Often, when addiction has come to an end and you’re in recovery, you might think about the ways that your life could have been different. You might have hoped for a different childhood, an easier upbringing, loving parents, or less trauma. You might wish for everything to be different than it was. However, through the process of healing yourself, healing your mind and body, there’s the possibility of letting go of the past. There’s a chance for forgiveness and letting go of the idea that the past could have been any different.
This is somewhat broad because letting go of the past also means letting go of how others treated you, the dysfunctional relationships you’ve had, the unfortunate experiences that were out of your control, and even the unfortunate experiences that were in your control.
It’s true that forgiveness is not something to do early in your recovery. Forgiveness and the restoration of relationships is often a later step. In fact, it should come to no surprise that it’s step 8 in the 12-step program that finally invites making amends.
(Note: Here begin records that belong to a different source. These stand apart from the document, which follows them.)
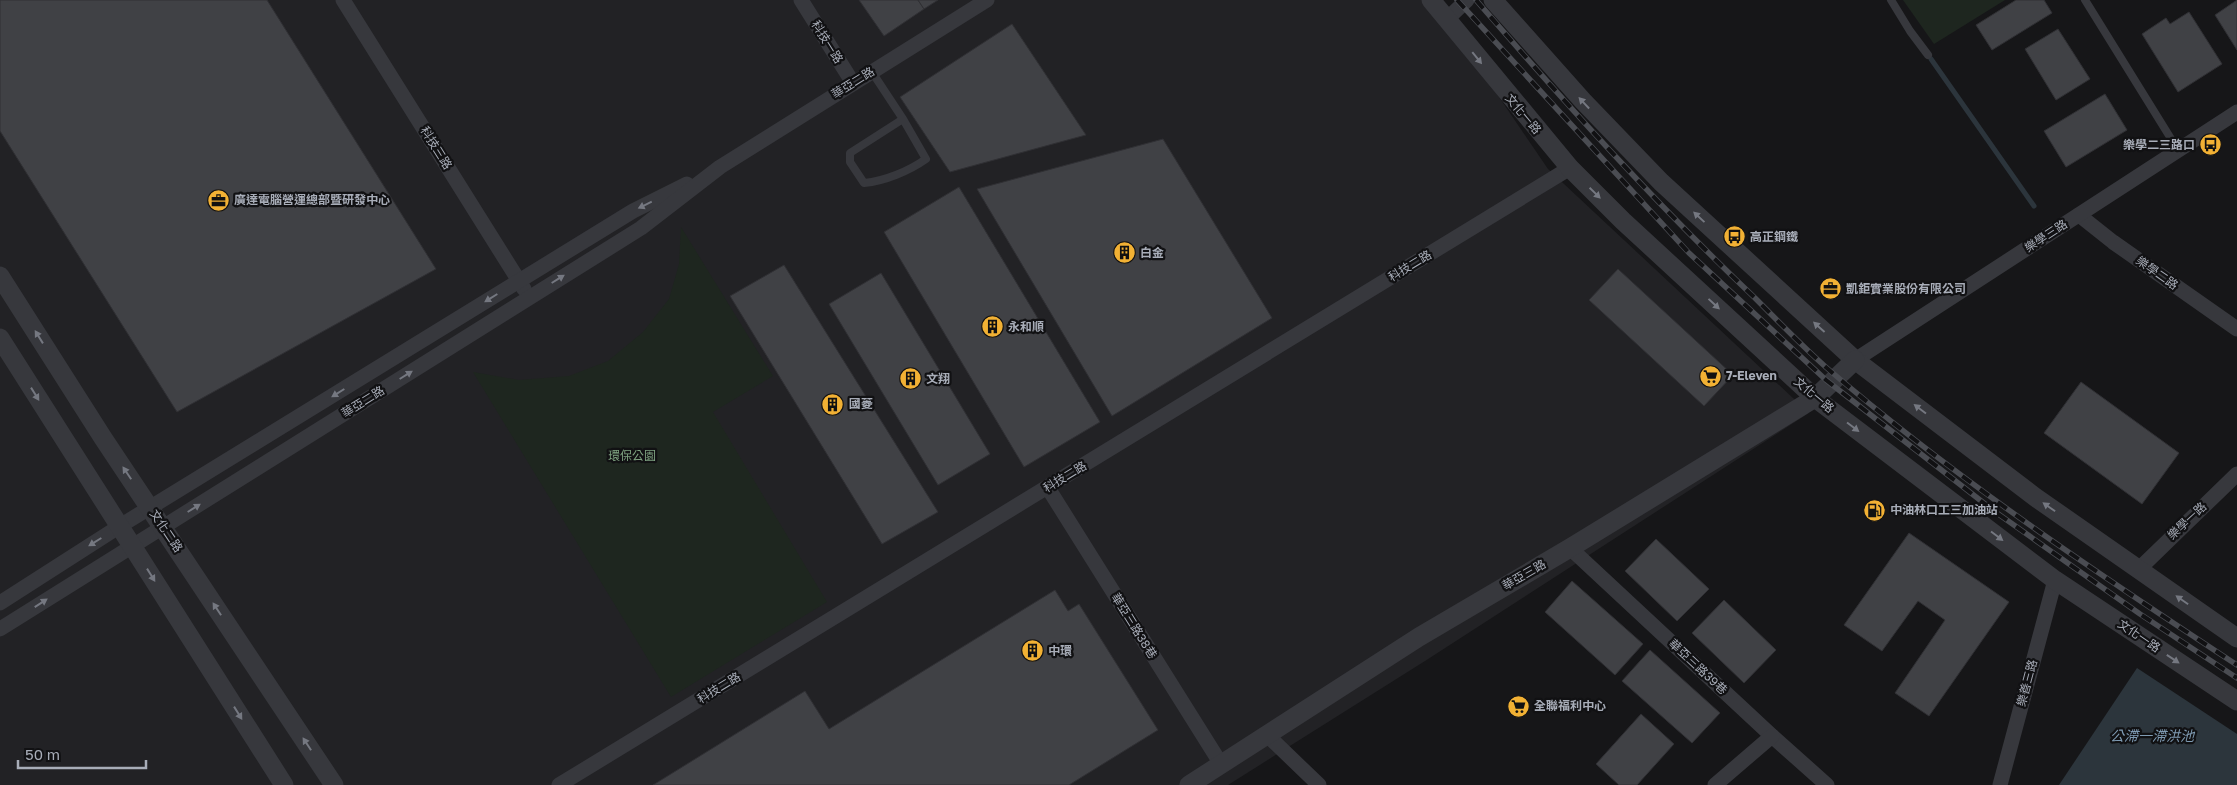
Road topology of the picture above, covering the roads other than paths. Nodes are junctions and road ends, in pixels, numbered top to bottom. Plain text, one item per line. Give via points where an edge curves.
1 (343, 0) edge
2 (801, 0) edge
3 (987, 0) edge
4 (1431, 0) edge
5 (1467, 0) edge
6 (1493, 0) edge
7 (1891, 0) edge
8 (2085, 0) edge
9 (1446, 20) junction
10 (1928, 55) dead end
11 (872, 72) junction
12 (853, 83) junction
13 (2237, 112) edge
14 (903, 119) junction
15 (2178, 150) junction
16 (720, 167) junction
17 (1570, 168) junction
18 (2079, 214) junction
19 (0, 276) edge
20 (519, 281) junction
21 (529, 296) junction
22 (2237, 328) edge
23 (0, 338) edge
24 (1855, 360) junction
25 (1815, 398) junction
26 (2237, 474) edge
27 (1048, 488) junction
28 (150, 508) junction
29 (120, 526) junction
30 (163, 527) junction
31 (132, 546) junction
32 (1570, 548) junction
33 (2138, 570) junction
34 (2055, 580) junction
35 (0, 602) edge
36 (0, 629) edge
37 (2237, 638) edge
38 (2237, 702) edge
39 (1266, 734) junction
40 (1772, 736) junction
41 (1220, 764) junction
42 (284, 785) edge
43 (334, 785) edge
44 (559, 785) edge
45 (1190, 785) edge
46 (1319, 785) edge
47 (1715, 785) edge
48 (1827, 785) edge
49 (2000, 785) edge

1 - 20 street, 科技三路
2 - 12 street, 科技一路
3 - 11 street, 華亞二路
4 - 9 street, 文化一路
5 - 9 street
24 -> 6 street via 1661,182
7 - 10 lane
8 - 15 lane
9 -> 17 street, 文化一路
11 - 12 street, 華亞二路
11 - 14 lane
12 - 16 street, 華亞二路
13 - 15 street, 樂學三路
14 - 14 lane via 926,160 915,167 864,183 850,162 850,153
15 - 18 street, 樂學三路
16 -> 20 street, 華亞二路 via 633,210
21 -> 16 street, 華亞二路 via 641,228
17 -> 25 street, 文化一路
17 - 27 street, 科技二路
18 - 22 street, 樂學二路 via 2113,242
18 - 24 street, 樂學三路
28 -> 19 street, 文化二路
20 - 21 street, 科技三路
20 -> 28 street, 華亞二路
30 -> 21 street, 華亞二路
23 -> 29 street
24 - 25 street, 華亞三路
33 -> 24 street via 2035,497
25 - 32 street, 華亞三路
25 -> 34 street, 文化一路
26 - 33 street, 樂學一路
27 - 41 street, 華亞三路38巷
27 - 44 street, 科技二路
28 - 29 street, 華亞二路
28 - 30 street, 文化二路
29 - 31 street
29 -> 35 street, 華亞二路
30 - 31 street, 華亞二路
43 -> 30 street, 文化二路
36 -> 31 street, 華亞二路
31 -> 42 street
32 - 39 street, 華亞三路 via 1419,637
32 - 40 street, 華亞三路39巷
37 -> 33 street
34 -> 38 street, 文化一路
34 - 49 street, 樂善三路
39 - 41 street, 華亞三路
39 - 46 street
40 - 47 street
40 - 48 street, 華亞三路39巷
41 - 45 street, 華亞三路

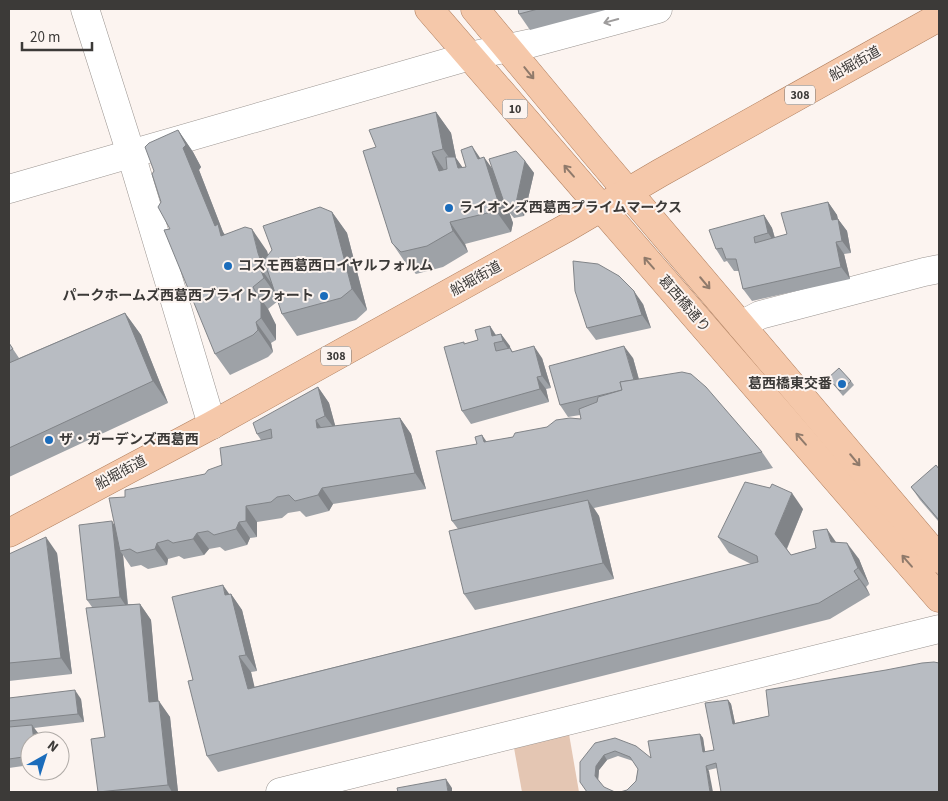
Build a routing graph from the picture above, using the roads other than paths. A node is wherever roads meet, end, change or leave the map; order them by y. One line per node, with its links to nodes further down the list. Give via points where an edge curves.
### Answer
1 (85, 9): 8 (street)
2 (429, 9): 7 (main road, 葛西橋通り / 10)
3 (475, 9): 6 (main road, 10)
4 (658, 9): 6 (street, one-way to 6)
5 (939, 17): 10 (main road, 船堀街道 / 308)
6 (508, 48): 7 (street); 10 (main road, 10, one-way to 10)
7 (470, 56): 8 (street); 11 (main road, 葛西橋通り / 10, one-way to 7)
8 (131, 154): 9 (street); 14 (street)
9 (9, 189)
10 (628, 192): 11 (main road, 船堀街道 / 308); 13 (main road, 10, one-way to 13)
11 (601, 208): 14 (main road, 船堀街道 / 308); 17 (main road, 葛西橋通り / 10, one-way to 11)
12 (939, 269): 13 (street, via 760,315)
13 (741, 325): 16 (main road, 10, one-way to 16)
14 (212, 425): 15 (main road, 船堀街道 / 308)
15 (9, 533)
16 (939, 559)
17 (939, 598)
18 (939, 628): 19 (street)
19 (280, 792)

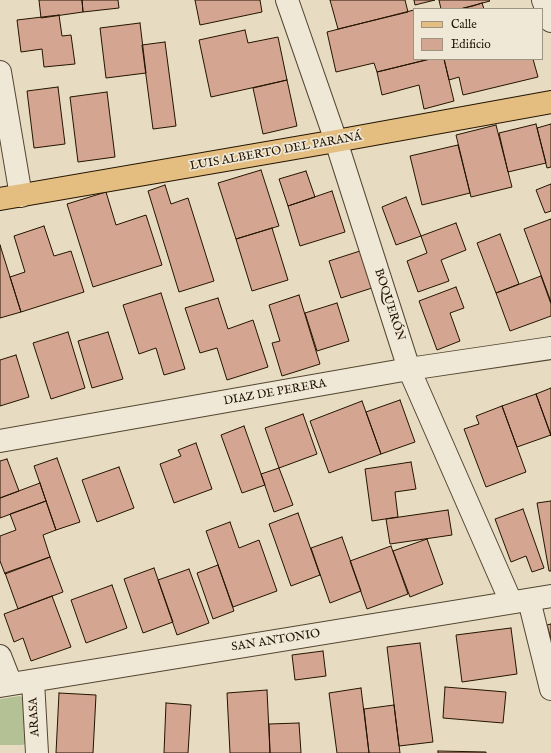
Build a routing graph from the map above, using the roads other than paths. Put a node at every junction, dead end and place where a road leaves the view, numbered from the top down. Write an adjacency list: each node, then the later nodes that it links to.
1 (287, 0): 6 (street, BOQUERÓN)
2 (543, 0): 3 (street)
3 (551, 20)
4 (0, 72): 7 (street)
5 (551, 102): 6 (main road, LUIS ALBERTO DEL PARANÁ)
6 (336, 141): 7 (main road, LUIS ALBERTO DEL PARANÁ); 9 (street, BOQUERÓN)
7 (10, 198)
8 (551, 348): 9 (street, DIAZ DE PERERA)
9 (409, 369): 10 (street, DIAZ DE PERERA); 12 (street, BOQUERÓN)
10 (0, 441)
11 (551, 596): 12 (street, SAN ANTONIO)
12 (520, 601): 14 (street, SAN ANTONIO); 16 (street, BOQUERÓN)
13 (0, 656): 15 (street)
14 (33, 681): 15 (street, SAN ANTONIO); 17 (street, ARASA)
15 (5, 685)
16 (551, 689)
17 (36, 753)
Step 8: Make a list of all persons we had harmed, and became willing to make amends to them all
Perhaps there are some healing of relationships that need to happen among family members. And if a family member has passed away, there might even be healing of a relationship with that individual as well. Although it might be difficult, especially if there are amends to be made with a deceased member of the family, restoring relationships can be the foundation upon which healing of addiction can take place. Making amends is one of the first steps to healing from a family wound, trauma, or significant life event that might have initially contributed to an addiction. And sometimes, it’s not one particular event, it’s simply the dysfunctional environment in which you were raised. It might have been the codependency, alcoholism, or emotional abuse in your family history. Making amends and accepting your life as it was is a necessary part of recovery, and it’s what forgiveness is all about.
Once you’ve made amends and you’ve recognized that it’s going to take some time to heal, focusing on the present and the ways that the family is healing is going to support rebuilding family relationships. For instance, you wouldn’t be who you are today without the people you had in your life, even during the difficult times. In your recovery, although there will be a strong tendency to want to focus on the past, part of healing will be to stay present and focus on acceptance, love, and appreciation of others. This doesn’t mean that focusing on the past is wrong, doing so can help bring understanding and forgiveness. However, when there is too much focus on the past, wishing for the past to return, or perseverating over old times, it can prevent healing from taking place.
Instead, focus on rebuilding your life as well as rebuilding the relationships you want to have in your life. To do this, you might invite family members, friends, or other loved ones on regular outings together. You may want to commit to having dinner together each night. Spending more time together can help build relationships. If you need to, you may want to mourn together, celebrate together, or even experience forgiveness together.
Forgiveness may or may not be a religious experience for you. Even if you’re not religious, there is a crucial part to forgiveness that can finally facilitate moving forward in your life.
Letting go of the idea that the past could have been any different allows you to step into the present prepared to create the future you want.